### Task details:
Copy every record exactly as it appears in the data below.

### Entries supplied:
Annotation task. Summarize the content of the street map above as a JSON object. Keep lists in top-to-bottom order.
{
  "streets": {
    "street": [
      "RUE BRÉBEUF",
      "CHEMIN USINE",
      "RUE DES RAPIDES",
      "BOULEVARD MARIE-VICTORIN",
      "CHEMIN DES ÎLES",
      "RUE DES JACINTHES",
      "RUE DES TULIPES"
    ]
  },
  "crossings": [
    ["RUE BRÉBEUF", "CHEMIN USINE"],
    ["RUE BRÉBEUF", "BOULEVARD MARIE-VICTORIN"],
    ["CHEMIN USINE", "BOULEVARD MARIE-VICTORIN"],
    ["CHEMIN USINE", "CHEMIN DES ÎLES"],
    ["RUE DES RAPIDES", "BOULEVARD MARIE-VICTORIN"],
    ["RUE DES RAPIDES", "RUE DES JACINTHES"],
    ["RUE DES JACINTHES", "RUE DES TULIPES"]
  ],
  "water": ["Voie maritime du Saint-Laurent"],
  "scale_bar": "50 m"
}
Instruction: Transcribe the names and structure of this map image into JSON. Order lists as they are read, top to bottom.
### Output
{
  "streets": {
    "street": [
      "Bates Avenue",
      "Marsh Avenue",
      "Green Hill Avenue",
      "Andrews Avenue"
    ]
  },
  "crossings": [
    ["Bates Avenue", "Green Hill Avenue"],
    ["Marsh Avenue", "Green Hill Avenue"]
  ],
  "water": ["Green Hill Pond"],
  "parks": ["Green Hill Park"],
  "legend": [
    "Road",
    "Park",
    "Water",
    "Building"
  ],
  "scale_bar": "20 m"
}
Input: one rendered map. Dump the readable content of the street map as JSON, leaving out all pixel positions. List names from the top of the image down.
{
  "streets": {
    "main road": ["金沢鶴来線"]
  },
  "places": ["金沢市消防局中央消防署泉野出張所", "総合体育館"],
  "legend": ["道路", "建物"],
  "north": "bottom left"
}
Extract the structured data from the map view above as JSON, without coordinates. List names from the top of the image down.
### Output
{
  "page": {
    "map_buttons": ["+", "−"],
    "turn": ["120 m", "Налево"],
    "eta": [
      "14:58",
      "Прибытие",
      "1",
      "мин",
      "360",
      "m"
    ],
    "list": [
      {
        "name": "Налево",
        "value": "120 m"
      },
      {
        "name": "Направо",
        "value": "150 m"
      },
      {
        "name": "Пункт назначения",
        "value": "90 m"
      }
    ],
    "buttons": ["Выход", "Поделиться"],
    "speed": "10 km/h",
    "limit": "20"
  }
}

### Answer space:
Annotation task. Summarize the content of the street map above as a JSON object. Keep lists in top-to-bottom order.
{
  "streets": {
    "street": [
      "RUE BRÉBEUF",
      "CHEMIN USINE",
      "RUE DES RAPIDES",
      "BOULEVARD MARIE-VICTORIN",
      "CHEMIN DES ÎLES",
      "RUE DES JACINTHES",
      "RUE DES TULIPES"
    ]
  },
  "crossings": [
    ["RUE BRÉBEUF", "CHEMIN USINE"],
    ["RUE BRÉBEUF", "BOULEVARD MARIE-VICTORIN"],
    ["CHEMIN USINE", "BOULEVARD MARIE-VICTORIN"],
    ["CHEMIN USINE", "CHEMIN DES ÎLES"],
    ["RUE DES RAPIDES", "BOULEVARD MARIE-VICTORIN"],
    ["RUE DES RAPIDES", "RUE DES JACINTHES"],
    ["RUE DES JACINTHES", "RUE DES TULIPES"]
  ],
  "water": ["Voie maritime du Saint-Laurent"],
  "scale_bar": "50 m"
}
Instruction: Transcribe the names and structure of this map image into JSON. Order lists as they are read, top to bottom.
### Output
{
  "streets": {
    "street": [
      "Bates Avenue",
      "Marsh Avenue",
      "Green Hill Avenue",
      "Andrews Avenue"
    ]
  },
  "crossings": [
    ["Bates Avenue", "Green Hill Avenue"],
    ["Marsh Avenue", "Green Hill Avenue"]
  ],
  "water": ["Green Hill Pond"],
  "parks": ["Green Hill Park"],
  "legend": [
    "Road",
    "Park",
    "Water",
    "Building"
  ],
  "scale_bar": "20 m"
}
Input: one rendered map. Dump the readable content of the street map as JSON, leaving out all pixel positions. List names from the top of the image down.
{
  "streets": {
    "main road": ["金沢鶴来線"]
  },
  "places": ["金沢市消防局中央消防署泉野出張所", "総合体育館"],
  "legend": ["道路", "建物"],
  "north": "bottom left"
}
Extract the structured data from the map view above as JSON, without coordinates. List names from the top of the image down.
### Output
{
  "page": {
    "map_buttons": ["+", "−"],
    "turn": ["120 m", "Налево"],
    "eta": [
      "14:58",
      "Прибытие",
      "1",
      "мин",
      "360",
      "m"
    ],
    "list": [
      {
        "name": "Налево",
        "value": "120 m"
      },
      {
        "name": "Направо",
        "value": "150 m"
      },
      {
        "name": "Пункт назначения",
        "value": "90 m"
      }
    ],
    "buttons": ["Выход", "Поделиться"],
    "speed": "10 km/h",
    "limit": "20"
  }
}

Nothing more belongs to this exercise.